JOON MOON
With their debut album Moonshine Corner, Franco-American band Joon Moon present an elegant, discerning retro sound they’ve built quite literally from the ground up – producing it in their custom-designed Studio 237 in Paris. “We wanted total freedom to produce the music as we liked, without rushing during the sessions,” explains Joon Moon’s primary songwriter, Julien Decoret. “So Studio 237 was built in 2015 over four months of hard work by our hands.” Their analogue approach lends an authenticity to the project that harkens back to the legendary jam sessions of L.A.’s Wrecking Crew and Motown’s Funk Brothers, but with a modern, world-travelled twist.
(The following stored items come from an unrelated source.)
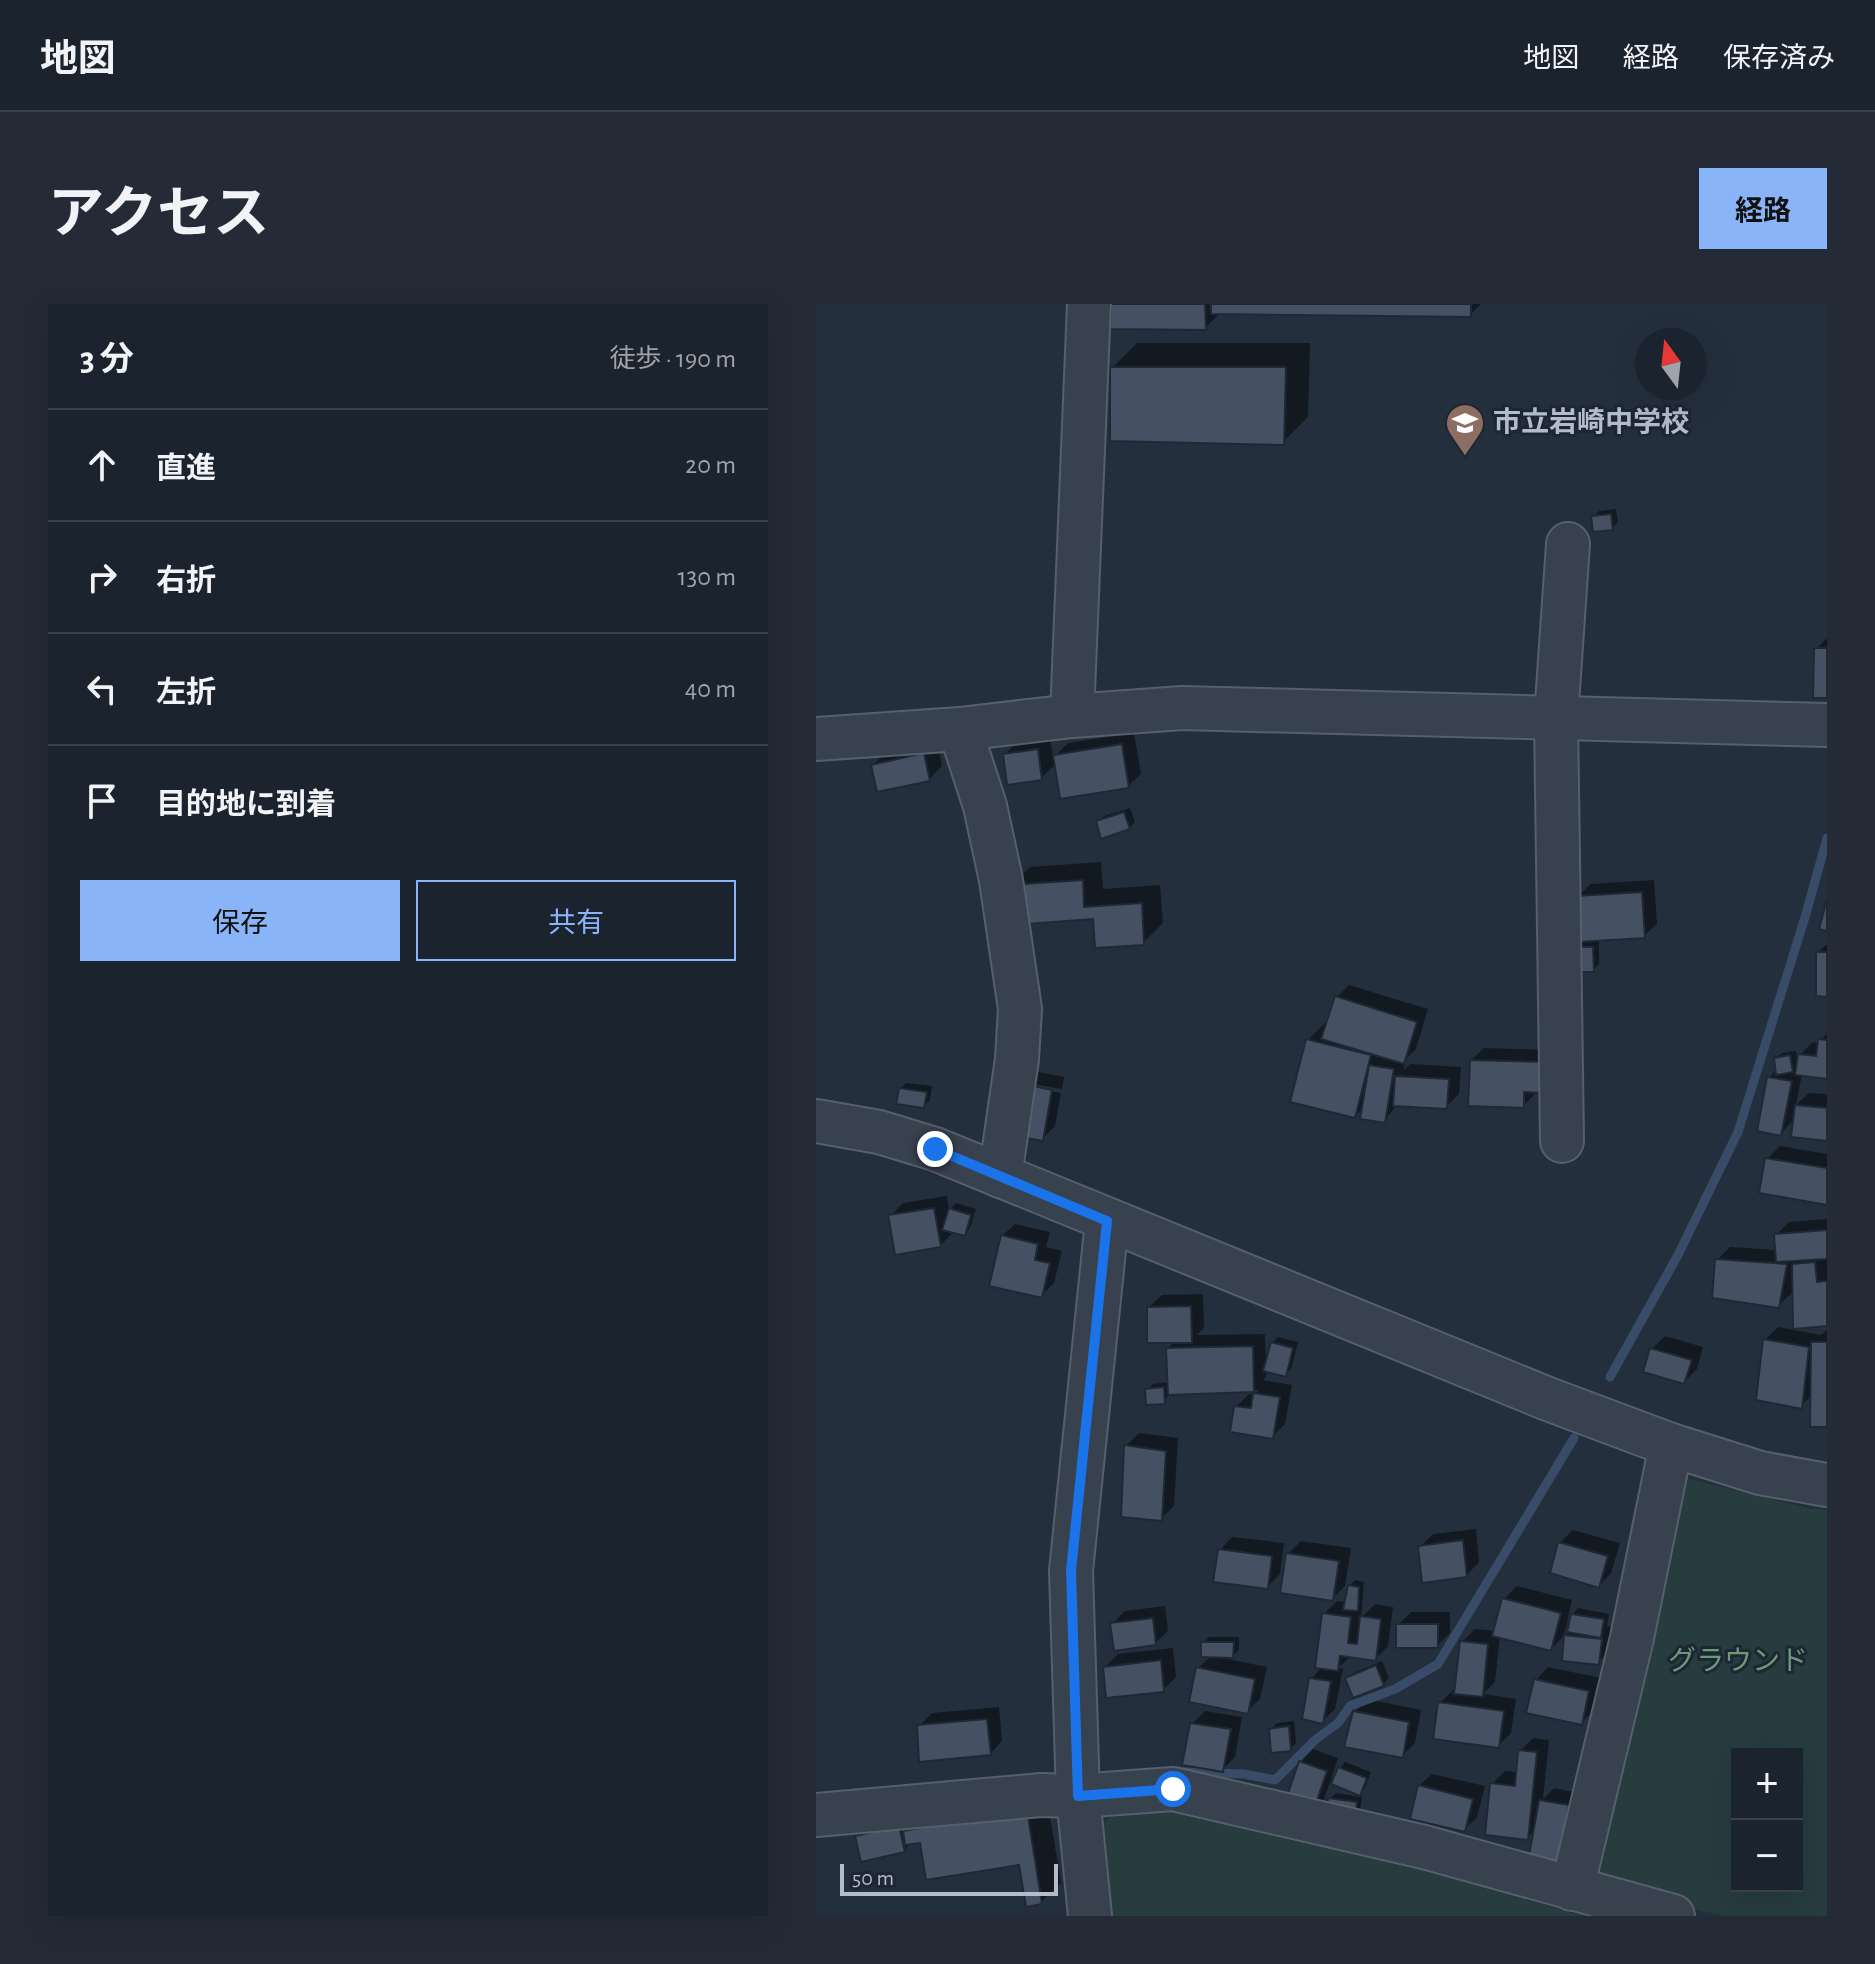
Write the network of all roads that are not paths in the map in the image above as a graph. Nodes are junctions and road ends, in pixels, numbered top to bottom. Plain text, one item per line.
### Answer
1 (1089, 304) edge
2 (1568, 544) dead end
3 (1072, 716) junction
4 (1827, 725) edge
5 (960, 729) junction
6 (1556, 732) junction
7 (816, 739) edge
8 (816, 1121) edge
9 (1562, 1141) dead end
10 (1000, 1176) junction
11 (1107, 1221) junction
12 (1671, 1445) junction
13 (1827, 1485) edge
14 (1078, 1796) junction
15 (816, 1815) edge
16 (1572, 1889) junction
17 (1090, 1916) edge
18 (1673, 1916) edge

1 - 3 street
2 - 6 street
3 - 5 street
3 - 6 street
4 - 6 street
5 - 7 street
5 - 10 street
6 - 9 street
8 - 10 street
10 - 11 street
11 - 12 street
11 - 14 street
12 - 13 street
12 - 16 street
14 - 15 street
14 - 16 street
14 - 17 street
16 - 18 street

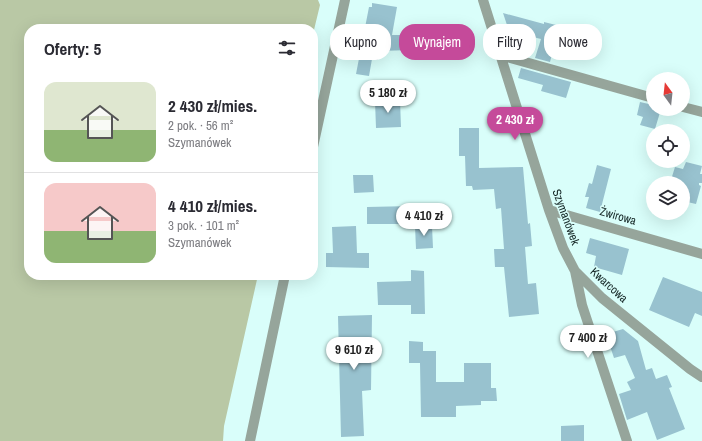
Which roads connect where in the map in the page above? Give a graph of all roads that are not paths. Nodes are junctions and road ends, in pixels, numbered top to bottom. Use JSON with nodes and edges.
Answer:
{"nodes":[{"id":1,"x":345,"y":0,"type":"edge"},
{"id":2,"x":483,"y":0,"type":"edge"},
{"id":3,"x":490,"y":24,"type":"edge"},
{"id":4,"x":502,"y":60,"type":"edge"},
{"id":5,"x":518,"y":60,"type":"edge"},
{"id":6,"x":646,"y":96,"type":"edge"},
{"id":7,"x":690,"y":109,"type":"edge"},
{"id":8,"x":702,"y":112,"type":"edge"},
{"id":9,"x":318,"y":124,"type":"edge"},
{"id":10,"x":549,"y":210,"type":"junction"},
{"id":11,"x":702,"y":254,"type":"edge"},
{"id":12,"x":575,"y":271,"type":"junction"},
{"id":13,"x":284,"y":280,"type":"edge"},
{"id":14,"x":702,"y":377,"type":"edge"},
{"id":15,"x":250,"y":441,"type":"edge"},
{"id":16,"x":626,"y":441,"type":"edge"}],
"edges":[{"from":1,"to":9,"type":"street"},
{"from":2,"to":3,"type":"street","name":"Szymanówek"},
{"from":4,"to":10,"type":"street","name":"Szymanówek"},
{"from":5,"to":6,"type":"street"},
{"from":7,"to":8,"type":"street"},
{"from":10,"to":11,"type":"street","name":"Żwirowa"},
{"from":10,"to":12,"type":"street","name":"Szymanówek"},
{"from":12,"to":14,"type":"street","name":"Kwarcowa"},
{"from":12,"to":16,"type":"street","name":"Szymanówek"},
{"from":13,"to":15,"type":"street"}]}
Decoret met his co-producer, drummer Raphael Chassin, in 2005 on a recording session for French electropop band La Boetie. Eventually, both toured with Bossa Nova new wave cover ensemble Nouvelle Vague. Both came from musical families; Decoret’s early forays into musicianship arrived via classical guitar and the influence of his flamenco-playing father, while Chassin idolized the American bands that performed in his parents’ small private jazz club in Never.
“We always start the same way: recording piano and drums, then bass, keyboards, vintage organs, and voice,” says Chassin. “The initial structure is all Julien’s influence. He loves classical music, which shows in the way he writes string arrangements.”
“There’s my influence, but also Raphael’s influence,” adds Decoret. “Even though he’s not directly writing the notes, he’s got a real artistic vision. I know jazz records, I know Motown, but it’s not my culture. He finds a way to open the doors, to influence me.”
The duo initially tapped longtime friend and “Fade Out Lines” vocalist Phoebe Killdeer to write simple lyrics that would cleverly hint at broader, more universal themes within the duo’s heartfelt, jazzy melodies, like the yearning, romantic ode to faded love, “Call Me”. But Killdeer’s solo success pulled her away from Joon Moon, and so Decoret and Chassin found themselves in search of a new singer, one who could translate the soul, depth, and drama of Bill Withers or Nina Simone to Joon Moon’s modern-retro aesthetic.
No match could’ve been more perfect for this than Krystle Warren, a Paris-based, Kansas City-born expat with gospel roots who moved to France in 2008 to promote her first solo record, Circle, having worked with such wide-ranging acts as Rufus Wainwright and Hercules & Love Affair. With her androgynous, smoky contralto, Warren is a dead ringer for the likes of Simone, as well as husky-voiced pop stars like Sade. “The first time we heard her voice we were almost crying,” Chassin remembers. “She’s got something really special which you don’t see so often with other singers,” agrees Decoret. “Usually with Krystle you don’t need more than two or three takes on a song. It’s as if she were hearing it before the songs are written. She breathes the music.” Live, she brings an effortless, commanding power to the stage; Joon Moon wowed audiences at this year’s KCRW Austin City Limits SXSW showcase, as well as Los Angeles’ infamous School Night! parties, where the band made their U.S. debut.
Like Radiohead, Joon Moon seek to infuse each of their songs with an otherworldly aura courtesy of their unusual choices in arrangements and instrumentation, but their universal lyrical themes bring them swiftly back to earth. “We believe in the songs we record, we believe in this voice with incredible force, and we try to show this as simply as we can,” says Decoret “We’re not concerned with what the market wants, we are just doing what we love with the instruments we love in a studio we built with our hands. Even with our different influences, we are totally honest in the way we produced this record.”